▶ Prompt
Line by line, copy the data below exactly.

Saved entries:
▼

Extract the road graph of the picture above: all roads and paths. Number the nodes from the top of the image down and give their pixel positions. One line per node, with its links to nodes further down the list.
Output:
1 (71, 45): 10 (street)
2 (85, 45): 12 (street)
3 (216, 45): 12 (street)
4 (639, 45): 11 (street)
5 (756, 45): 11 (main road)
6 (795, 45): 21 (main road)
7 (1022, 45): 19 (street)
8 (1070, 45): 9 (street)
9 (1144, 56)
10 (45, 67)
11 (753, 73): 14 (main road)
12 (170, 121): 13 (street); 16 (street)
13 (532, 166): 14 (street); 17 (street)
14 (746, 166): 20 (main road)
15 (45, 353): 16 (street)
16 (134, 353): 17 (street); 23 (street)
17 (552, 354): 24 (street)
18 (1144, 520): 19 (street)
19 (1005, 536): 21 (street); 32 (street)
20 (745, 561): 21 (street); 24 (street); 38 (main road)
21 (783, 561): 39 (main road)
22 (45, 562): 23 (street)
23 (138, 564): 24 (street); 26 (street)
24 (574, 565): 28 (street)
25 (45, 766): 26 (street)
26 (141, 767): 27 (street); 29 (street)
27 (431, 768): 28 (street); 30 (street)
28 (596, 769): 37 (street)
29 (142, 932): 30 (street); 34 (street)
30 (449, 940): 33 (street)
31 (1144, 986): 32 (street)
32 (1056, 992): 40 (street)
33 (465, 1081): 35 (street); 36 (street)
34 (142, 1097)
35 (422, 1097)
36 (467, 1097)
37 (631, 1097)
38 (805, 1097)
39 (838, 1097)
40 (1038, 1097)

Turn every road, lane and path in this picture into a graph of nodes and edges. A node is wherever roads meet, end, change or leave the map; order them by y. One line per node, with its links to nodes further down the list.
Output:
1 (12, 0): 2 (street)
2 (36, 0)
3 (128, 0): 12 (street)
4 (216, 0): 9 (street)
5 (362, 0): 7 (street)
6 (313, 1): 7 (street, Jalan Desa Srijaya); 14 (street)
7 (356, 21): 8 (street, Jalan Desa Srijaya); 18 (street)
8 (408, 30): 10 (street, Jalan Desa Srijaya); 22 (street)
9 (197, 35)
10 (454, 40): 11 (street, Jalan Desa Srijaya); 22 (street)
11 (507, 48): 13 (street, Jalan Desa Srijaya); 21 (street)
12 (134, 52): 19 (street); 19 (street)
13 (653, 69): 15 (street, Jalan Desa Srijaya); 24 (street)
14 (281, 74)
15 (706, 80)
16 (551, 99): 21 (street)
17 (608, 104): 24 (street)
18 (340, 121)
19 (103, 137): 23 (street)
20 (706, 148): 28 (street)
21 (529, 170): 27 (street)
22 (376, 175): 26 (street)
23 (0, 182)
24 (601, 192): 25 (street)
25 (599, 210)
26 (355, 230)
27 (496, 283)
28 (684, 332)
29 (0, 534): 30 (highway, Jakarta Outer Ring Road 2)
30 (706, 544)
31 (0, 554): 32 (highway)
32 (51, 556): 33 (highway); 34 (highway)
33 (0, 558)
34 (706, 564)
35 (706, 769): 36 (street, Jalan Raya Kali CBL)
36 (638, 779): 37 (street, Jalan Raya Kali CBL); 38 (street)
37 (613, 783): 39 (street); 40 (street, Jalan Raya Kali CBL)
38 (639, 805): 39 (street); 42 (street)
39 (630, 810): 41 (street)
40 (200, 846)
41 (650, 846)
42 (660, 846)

▲

▶ Worked solution
Extract the road graph of the picture above: all roads and paths. Number the nodes from the top of the image down and give their pixel positions. One line per node, with its links to nodes further down the list.
Output:
1 (71, 45): 10 (street)
2 (85, 45): 12 (street)
3 (216, 45): 12 (street)
4 (639, 45): 11 (street)
5 (756, 45): 11 (main road)
6 (795, 45): 21 (main road)
7 (1022, 45): 19 (street)
8 (1070, 45): 9 (street)
9 (1144, 56)
10 (45, 67)
11 (753, 73): 14 (main road)
12 (170, 121): 13 (street); 16 (street)
13 (532, 166): 14 (street); 17 (street)
14 (746, 166): 20 (main road)
15 (45, 353): 16 (street)
16 (134, 353): 17 (street); 23 (street)
17 (552, 354): 24 (street)
18 (1144, 520): 19 (street)
19 (1005, 536): 21 (street); 32 (street)
20 (745, 561): 21 (street); 24 (street); 38 (main road)
21 (783, 561): 39 (main road)
22 (45, 562): 23 (street)
23 (138, 564): 24 (street); 26 (street)
24 (574, 565): 28 (street)
25 (45, 766): 26 (street)
26 (141, 767): 27 (street); 29 (street)
27 (431, 768): 28 (street); 30 (street)
28 (596, 769): 37 (street)
29 (142, 932): 30 (street); 34 (street)
30 (449, 940): 33 (street)
31 (1144, 986): 32 (street)
32 (1056, 992): 40 (street)
33 (465, 1081): 35 (street); 36 (street)
34 (142, 1097)
35 (422, 1097)
36 (467, 1097)
37 (631, 1097)
38 (805, 1097)
39 (838, 1097)
40 (1038, 1097)

Turn every road, lane and path in this picture into a graph of nodes and edges. A node is wherever roads meet, end, change or leave the map; order them by y. One line per node, with its links to nodes further down the list.
Output:
1 (12, 0): 2 (street)
2 (36, 0)
3 (128, 0): 12 (street)
4 (216, 0): 9 (street)
5 (362, 0): 7 (street)
6 (313, 1): 7 (street, Jalan Desa Srijaya); 14 (street)
7 (356, 21): 8 (street, Jalan Desa Srijaya); 18 (street)
8 (408, 30): 10 (street, Jalan Desa Srijaya); 22 (street)
9 (197, 35)
10 (454, 40): 11 (street, Jalan Desa Srijaya); 22 (street)
11 (507, 48): 13 (street, Jalan Desa Srijaya); 21 (street)
12 (134, 52): 19 (street); 19 (street)
13 (653, 69): 15 (street, Jalan Desa Srijaya); 24 (street)
14 (281, 74)
15 (706, 80)
16 (551, 99): 21 (street)
17 (608, 104): 24 (street)
18 (340, 121)
19 (103, 137): 23 (street)
20 (706, 148): 28 (street)
21 (529, 170): 27 (street)
22 (376, 175): 26 (street)
23 (0, 182)
24 (601, 192): 25 (street)
25 (599, 210)
26 (355, 230)
27 (496, 283)
28 (684, 332)
29 (0, 534): 30 (highway, Jakarta Outer Ring Road 2)
30 (706, 544)
31 (0, 554): 32 (highway)
32 (51, 556): 33 (highway); 34 (highway)
33 (0, 558)
34 (706, 564)
35 (706, 769): 36 (street, Jalan Raya Kali CBL)
36 (638, 779): 37 (street, Jalan Raya Kali CBL); 38 (street)
37 (613, 783): 39 (street); 40 (street, Jalan Raya Kali CBL)
38 (639, 805): 39 (street); 42 (street)
39 (630, 810): 41 (street)
40 (200, 846)
41 (650, 846)
42 (660, 846)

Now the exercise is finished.